❄ 8. BÖLÜM ❄

3.4K 351 59
                                    

"Kızın mührünün kalbinde yer almasını deftere bağlıyorum. Asperatus onu seçilmeyenlerin arasından seçtiyse mutlaka büyük bir sebebi vardır. Ben bu sebebi bulmakla uğraşırken sen de insanlara olan nefretini bir süreliğine bırakıp o kıza göz kulak olacaksın."

General kaşlarını çatıp başını iki yana salladı.

"Şu aptal Yalancı Asperatuslar...  Bildiklerini de kimse ile paylaşmazlar ki."

General kurduğu cümleden sonra başını Oyuncu'ya çevirdi. Ancak eğitmen evrenden bir haber bir baş hareketi ile cevap verdi. Oldukça düşünceli görünüyordu. General sinirlendi. Bu duruma daha fazla göz yummayı düşünmeden Oyuncu'ya çıkıştı. 

"Oyuncu!"

Koridordaki ses yükselip taş duvarları esir alırken birkaç kişi başını generale çevirdi ve meraklı gözlerle neler olduğunu incelemeye başladı. Durumu fark eden general dişlerini sıkarak derin bir nefes aldı ve Oyuncu'ya yaklaşarak kısık sesle düşüncelerini esir aldı. Onun, şu yeni kızdan etkilendiğini fark edecek kadar yaşamış ve görmüştü. Yine de karşısındaki kaşları çatık adamı daha fazla sinirlendirmemek adına usulca konuştu.

"Aşağı in ve grubuna askerlerini seç. Bir ay sonra arenalardaki çalışmalar son bulur ve yarışmalar başlar. O zamana kadar onları yenilmez birer Oyuncu'ya dönüştürmeni istiyorum. Rakibine karşı oynadığın oyun ile bu seneki şampiyon sen olabilir ve defterinin sahibi olabilirsin. O eline geçerse neler yapabileceğini düşün. Bu sebeple aklında ne varsa uzaklaştır ve işine odaklan. Bu yüzyıl da İsimsiz kazanırsa..."

General imalı cümlesinin devamını getirmedi ve Oyuncu'ya tek kaşını kaldırarak gözlerindeki olayları anlattı. Ardından da ayakları üzerinde döndü. Koridoru terk ederken Oyuncu'dan önce büyük salona inmişti.

Oyuncu ise aklındaki kızın hayali ile olduğu yerde kalakalmıştı. Onu kendine çeken neydi bilmiyordu ama büyüleyici bir güzelliğinin olduğu kesindi. Sesini bile duymadan karşısındaki kıza ilgi mi duymuştu? Adını dahi öğrenemediği bir kız, kendisi ile göz teması kurmayan, onu görmezden gelen, bir hiçmiş gibi davranan kıza...

Ah, hadi ama dostum. Ergenler gibi davranmaktan vazgeç. Sorunlu bir ufaklık daha işte. Hem ilgi çekici de değil. Ne zaman kızlara bu kadar düşkün olur oldun sen?

İçindeki sesin dediklerine gülümserken çatık kaşları yavaşça indi ve iç sesini haklı bularak kafasını sallayıp salona indi. Alt tarafı bir veletti işte. 

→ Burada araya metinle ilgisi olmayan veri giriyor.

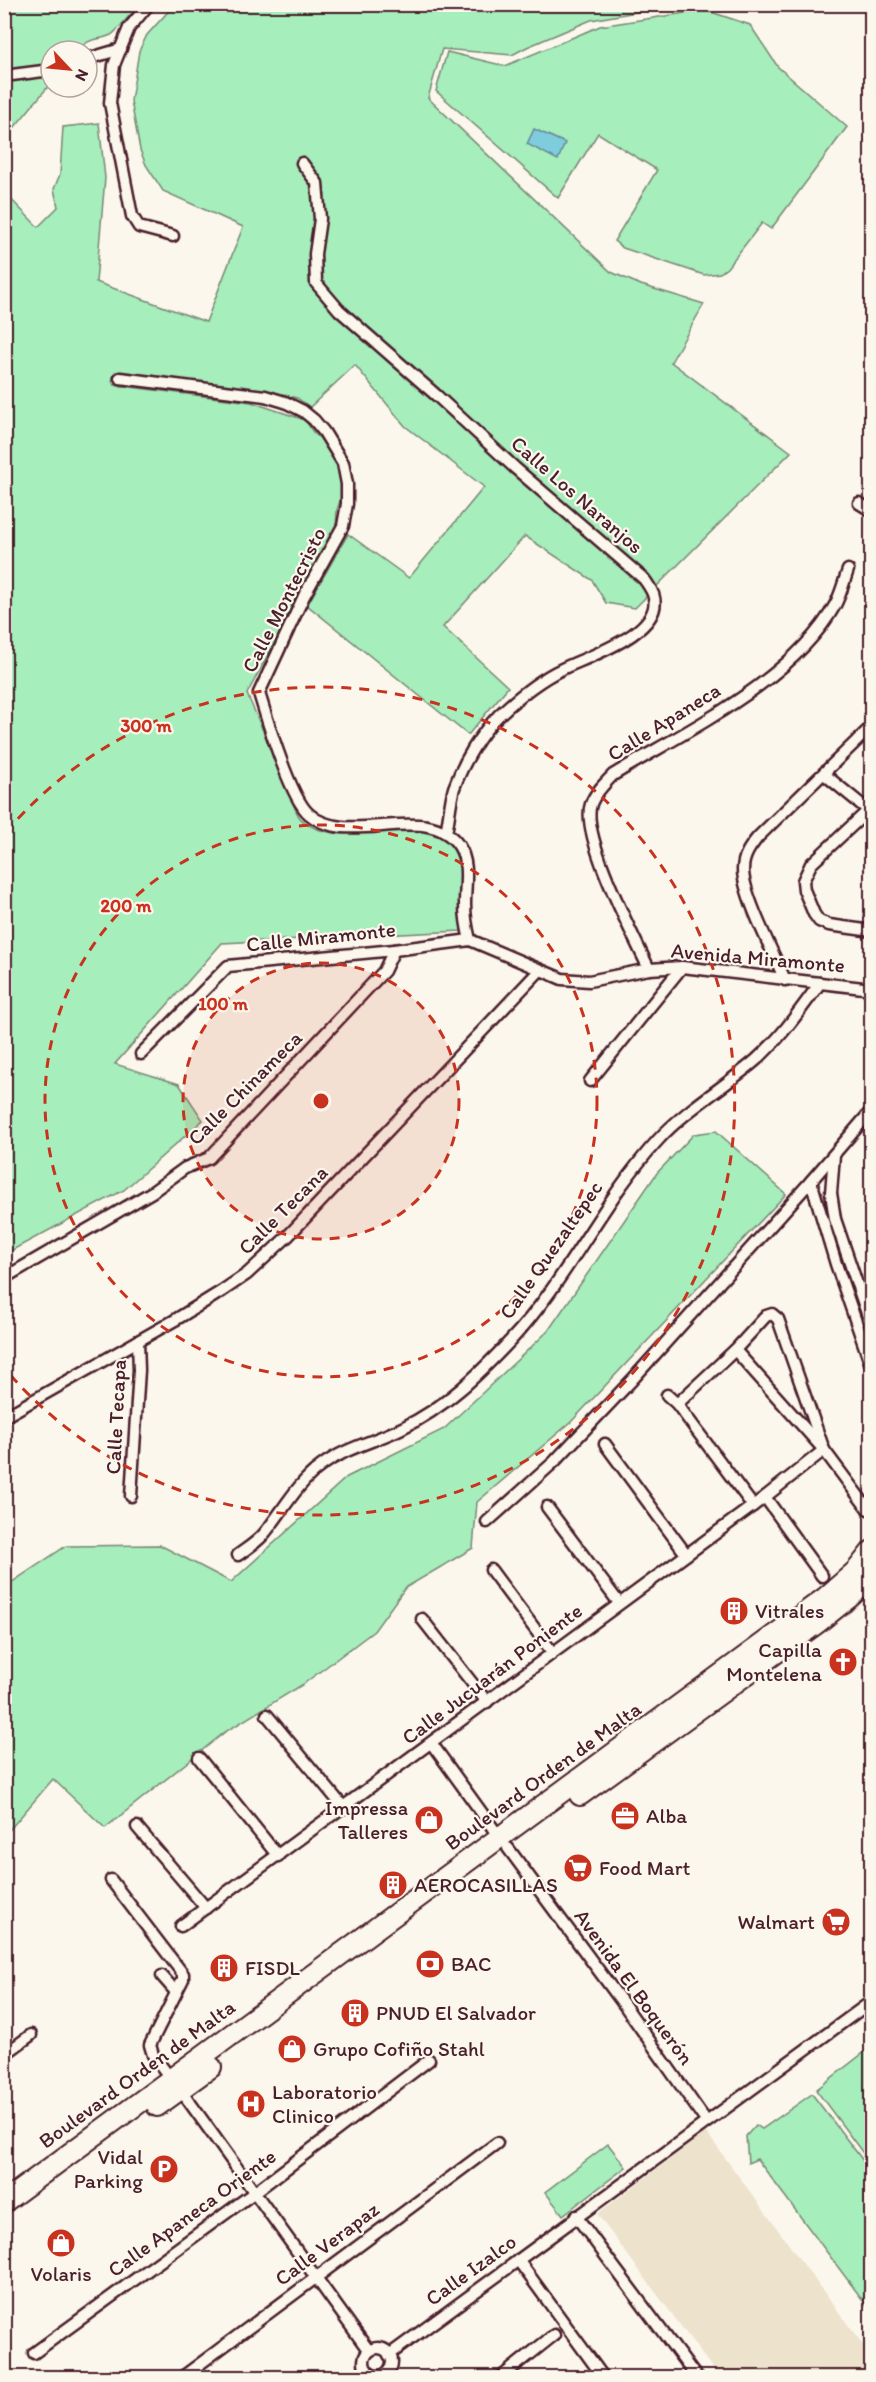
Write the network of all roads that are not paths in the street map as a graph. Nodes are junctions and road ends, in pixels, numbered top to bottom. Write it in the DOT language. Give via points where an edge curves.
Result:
graph roads {
  1 [pos="149,4"];
  2 [pos="121,49"];
  3 [pos="99,56"];
  4 [pos="39,72"];
  5 [pos="4,76"];
  6 [pos="302,164"];
  7 [pos="173,236"];
  8 [pos="120,378"];
  9 [pos="859,503"];
  10 [pos="872,511"];
  11 [pos="848,570"];
  12 [pos="872,726"];
  13 [pos="824,774"];
  14 [pos="870,808"];
  15 [pos="446,833"];
  16 [pos="870,933"];
  17 [pos="470,940"];
  18 [pos="394,950"];
  19 [pos="682,967"];
  20 [pos="649,969"];
  21 [pos="540,970"];
  22 [pos="786,980"];
  23 [pos="820,983"];
  24 [pos="872,989"];
  25 [pos="141,1054"];
  26 [pos="590,1081"];
  27 [pos="872,1110"];
  28 [pos="834,1155"];
  29 [pos="811,1181"];
  30 [pos="4,1278"];
  31 [pos="867,1298"];
  32 [pos="872,1328"];
  33 [pos="138,1341"];
  34 [pos="735,1350"];
  35 [pos="872,1368"];
  36 [pos="667,1395"];
  37 [pos="677,1404"];
  38 [pos="4,1417"];
  39 [pos="605,1444"];
  40 [pos="824,1450"];
  41 [pos="131,1496"];
  42 [pos="765,1497"];
  43 [pos="753,1506"];
  44 [pos="547,1507"];
  45 [pos="868,1509"];
  46 [pos="487,1522"];
  47 [pos="872,1551"];
  48 [pos="686,1554"];
  49 [pos="238,1555"];
  50 [pos="491,1570"];
  51 [pos="822,1576"];
  52 [pos="872,1576"];
  53 [pos="619,1603"];
  54 [pos="422,1619"];
  55 [pos="552,1652"];
  56 [pos="487,1702"];
  57 [pos="267,1715"];
  58 [pos="432,1744"];
  59 [pos="199,1758"];
  60 [pos="344,1808"];
  61 [pos="137,1827"];
  62 [pos="504,1843"];
  63 [pos="278,1856"];
  64 [pos="111,1880"];
  65 [pos="206,1908"];
  66 [pos="181,1926"];
  67 [pos="162,1976"];
  68 [pos="176,1992"];
  69 [pos="872,2001"];
  70 [pos="31,2036"];
  71 [pos="4,2055"];
  72 [pos="429,2060"];
  73 [pos="176,2084"];
  74 [pos="706,2121"];
  75 [pos="497,2143"];
  76 [pos="255,2192"];
  77 [pos="4,2202"];
  78 [pos="576,2216"];
  79 [pos="4,2218"];
  80 [pos="518,2260"];
  81 [pos="317,2276"];
  82 [pos="554,2335"];
  83 [pos="369,2351"];
  84 [pos="34,2353"];
  85 [pos="389,2355"];
  86 [pos="366,2370"];
  87 [pos="388,2375"];
  88 [pos="182,2378"];
  89 [pos="356,2378"];
  90 [pos="500,2378"];
  91 [pos="604,2378"];
  92 [pos="697,2378"];
  1 -- 2 [label="street" via="129,28"];
  2 -- 3 [label="street"];
  2 -- 7 [label="street" via="114,65 110,103 132,216 139,227"];
  4 -- 5 [label="street"];
  6 -- 15 [label="street, Calle Los Naranjos" via="317,183 320,219 316,283 339,310 514,468 644,579 654,596 652,613 638,632 560,670 498,716 480,738 454,789"];
  8 -- 15 [label="street, Calle Montecristo" via="266,396 303,411 324,432 343,464 348,504 343,526 304,597 260,693 271,730 301,804 321,822 353,828 427,826"];
  9 -- 10 [label="street"];
  11 -- 20 [label="street, Calle Apaneca" via="836,603 822,626 788,661 753,690 613,775 591,806 594,840"];
  12 -- 13 [label="street"];
  13 -- 14 [label="street"];
  13 -- 22 [label="street" via="758,837 747,850 743,868 746,888"];
  14 -- 16 [label="street" via="811,864 803,881 819,921"];
  15 -- 17 [label="street" via="458,845 467,871 465,905"];
  17 -- 18 [label="street, Calle Miramonte"];
  17 -- 21 [label="street, Avenida Miramonte"];
  18 -- 25 [label="street, Calle Miramonte" via="228,966"];
  18 -- 30 [label="street, Calle Chinameca" via="384,971 209,1158 185,1168 152,1192"];
  19 -- 20 [label="street, Avenida Miramonte"];
  19 -- 22 [label="street, Avenida Miramonte"];
  19 -- 26 [label="street"];
  20 -- 21 [label="street, Avenida Miramonte" via="589,981 562,979"];
  21 -- 33 [label="street, Calle Tecana" via="280,1244 247,1274"];
  22 -- 23 [label="street, Avenida Miramonte"];
  23 -- 24 [label="street, Avenida Miramonte"];
  23 -- 49 [label="street, Calle Quezaltepec" via="758,1058 662,1135 638,1161 534,1313 465,1387 401,1429 341,1452 318,1468 261,1537"];
  27 -- 28 [label="street"];
  28 -- 29 [label="street"];
  28 -- 31 [label="street" via="834,1212"];
  29 -- 35 [label="street"];
  29 -- 46 [label="street" via="572,1444"];
  31 -- 32 [label="street"];
  33 -- 38 [label="street, Calle Tecana"];
  33 -- 41 [label="street, Calle Tecapa" via="140,1370"];
  34 -- 37 [label="street"];
  34 -- 40 [label="street"];
  34 -- 40 [label="street" via="766,1316 776,1316"];
  36 -- 37 [label="street"];
  37 -- 43 [label="street"];
  39 -- 48 [label="street"];
  40 -- 42 [label="street, Calle Jucuarán Poniente"];
  40 -- 45 [label="street"];
  42 -- 43 [label="street, Calle Jucuarán Poniente"];
  42 -- 51 [label="street"];
  43 -- 48 [label="street, Calle Jucuarán Poniente"];
  44 -- 53 [label="street"];
  47 -- 62 [label="highway, Boulevard Orden de Malta" via="825,1598"];
  48 -- 53 [label="street, Calle Jucuarán Poniente"];
  50 -- 55 [label="street"];
  52 -- 62 [label="highway, Boulevard Orden de Malta" via="817,1623"];
  53 -- 55 [label="street, Calle Jucuarán Poniente"];
  54 -- 56 [label="street"];
  55 -- 56 [label="street, Calle Jucuarán Poniente"];
  56 -- 58 [label="street, Calle Jucuarán Poniente"];
  57 -- 60 [label="street"];
  58 -- 60 [label="street, Calle Jucuarán Poniente"];
  58 -- 62 [label="street, Avenida El Boquerón"];
  59 -- 63 [label="street"];
  60 -- 63 [label="street, Calle Jucuarán Poniente"];
  61 -- 65 [label="street"];
  62 -- 73 [label="highway, Boulevard Orden de Malta"];
  62 -- 74 [label="street, Avenida El Boquerón"];
  63 -- 65 [label="street, Calle Jucuarán Poniente"];
  64 -- 68 [label="street" via="183,1974"];
  65 -- 66 [label="street, Calle Jucuarán Poniente"];
  67 -- 68 [label="street"];
  68 -- 73 [label="street" via="150,2045 153,2055"];
  69 -- 74 [label="street, Calle Izalco"];
  70 -- 71 [label="street"];
  72 -- 76 [label="street, Calle Apaneca Oriente"];
  73 -- 76 [label="street"];
  73 -- 77 [label="highway, Boulevard Orden de Malta"];
  73 -- 79 [label="highway, Boulevard Orden de Malta"];
  74 -- 78 [label="street, Calle Izalco"];
  75 -- 81 [label="street, Calle Verapaz"];
  76 -- 81 [label="street"];
  76 -- 84 [label="street, Calle Apaneca Oriente"];
  78 -- 80 [label="street, Calle Izalco"];
  78 -- 92 [label="street"];
  80 -- 85 [label="street, Calle Izalco"];
  80 -- 91 [label="street"];
  81 -- 83 [label="street"];
  81 -- 88 [label="street, Calle Verapaz"];
  82 -- 90 [label="street"];
  83 -- 85 [label="street" via="378,2348"];
  83 -- 86 [label="street" via="364,2360"];
  85 -- 87 [label="street" via="392,2364"];
  86 -- 87 [label="street" via="374,2376"];
  86 -- 89 [label="street"];
}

Etkilenmedin adamım. Göz yanılmasıydı o.

Düşüncelerinden sıyrılıp aşağı indiğinde her zamanki gibi insanların karşısında tir tir titrediği korkutucu maskesini yüzüne indirdi ve içeri adımını atmaya başladı. İsimsiz ve Kuralcı çoktan yerlerini almış salondaki öğrencileri inceliyordu. Hangisini grubuma alsam bakışıydı bu aç bakışlar fakat bir gerçekte vardı ki önce her biri, mührünü göstermek zorundaydı. Sonuçta yetenekli olmasalar Asperatus onları asla seçmezdi. 

İsimsiz, diğer eğitmenlerin aksine en sevecen olanlarıydı. Takımındakiler ile sanki kırk yıllık arkadaşmışcasına anlaşır ve yeri geldiğinde her birinin dertlerini dinlerdi. Oyuncu'ya nazaran fazla iyi kalpliydi ve onun aksine insanları seviyordu. Kumral saçlarının arasındaki mavi ışıltılar doğuştan kazandığı bir özellikti ve bu onu inanılmaz bir şekilde yenilmez kılıyordu. Gözleri de fantastik bir figürü anlatırcasına yeşilliklerinin arasında cayır cayır yanan kırmızı halkalara sahipti. Uzaktan bakıldığı zaman şu eski zaman hikayelerinde anlatılan vampirlere benziyordu. Üzerindeki beyaz takım kıyafeti ise eskimeyen bir gelenekti onun için. Barışcıl görünen ama ters köşe yapan bir adamdı, İsimsiz.